[Entries taken from a collection]

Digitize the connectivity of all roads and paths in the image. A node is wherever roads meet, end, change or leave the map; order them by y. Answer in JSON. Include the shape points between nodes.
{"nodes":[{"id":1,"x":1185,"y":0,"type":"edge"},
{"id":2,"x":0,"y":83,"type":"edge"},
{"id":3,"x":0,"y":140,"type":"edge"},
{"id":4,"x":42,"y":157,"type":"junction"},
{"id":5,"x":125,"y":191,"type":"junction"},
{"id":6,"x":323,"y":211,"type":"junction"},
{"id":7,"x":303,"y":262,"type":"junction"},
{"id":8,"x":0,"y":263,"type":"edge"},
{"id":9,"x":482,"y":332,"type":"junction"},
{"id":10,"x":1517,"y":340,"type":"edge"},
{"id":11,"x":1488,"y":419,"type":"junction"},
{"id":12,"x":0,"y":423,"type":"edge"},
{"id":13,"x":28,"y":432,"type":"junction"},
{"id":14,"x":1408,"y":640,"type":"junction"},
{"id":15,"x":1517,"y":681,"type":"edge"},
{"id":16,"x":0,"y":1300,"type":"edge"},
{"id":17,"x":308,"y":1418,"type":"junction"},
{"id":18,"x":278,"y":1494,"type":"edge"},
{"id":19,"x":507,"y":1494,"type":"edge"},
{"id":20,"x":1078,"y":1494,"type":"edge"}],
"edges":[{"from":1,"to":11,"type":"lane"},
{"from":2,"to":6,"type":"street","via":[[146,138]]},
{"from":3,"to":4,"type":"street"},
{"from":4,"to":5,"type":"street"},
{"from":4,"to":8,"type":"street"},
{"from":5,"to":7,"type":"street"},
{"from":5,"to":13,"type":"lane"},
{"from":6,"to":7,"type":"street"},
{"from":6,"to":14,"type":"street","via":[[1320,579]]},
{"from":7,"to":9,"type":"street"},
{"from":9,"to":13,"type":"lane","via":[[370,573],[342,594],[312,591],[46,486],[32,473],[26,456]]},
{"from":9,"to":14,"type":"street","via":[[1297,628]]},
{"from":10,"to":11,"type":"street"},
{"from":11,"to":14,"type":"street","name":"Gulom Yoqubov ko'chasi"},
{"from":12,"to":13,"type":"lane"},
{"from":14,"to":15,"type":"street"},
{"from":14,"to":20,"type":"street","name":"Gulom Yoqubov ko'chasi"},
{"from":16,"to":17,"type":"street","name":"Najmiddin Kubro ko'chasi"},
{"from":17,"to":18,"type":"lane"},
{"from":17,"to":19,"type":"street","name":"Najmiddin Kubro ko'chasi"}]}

**Exercise brief**
Filter the data above by the word "name" and copy every line that matches.

**Your solution**
{"from":11,"to":14,"type":"street","name":"Gulom Yoqubov ko'chasi"},
{"from":14,"to":20,"type":"street","name":"Gulom Yoqubov ko'chasi"},
{"from":16,"to":17,"type":"street","name":"Najmiddin Kubro ko'chasi"},
{"from":17,"to":19,"type":"street","name":"Najmiddin Kubro ko'chasi"}]}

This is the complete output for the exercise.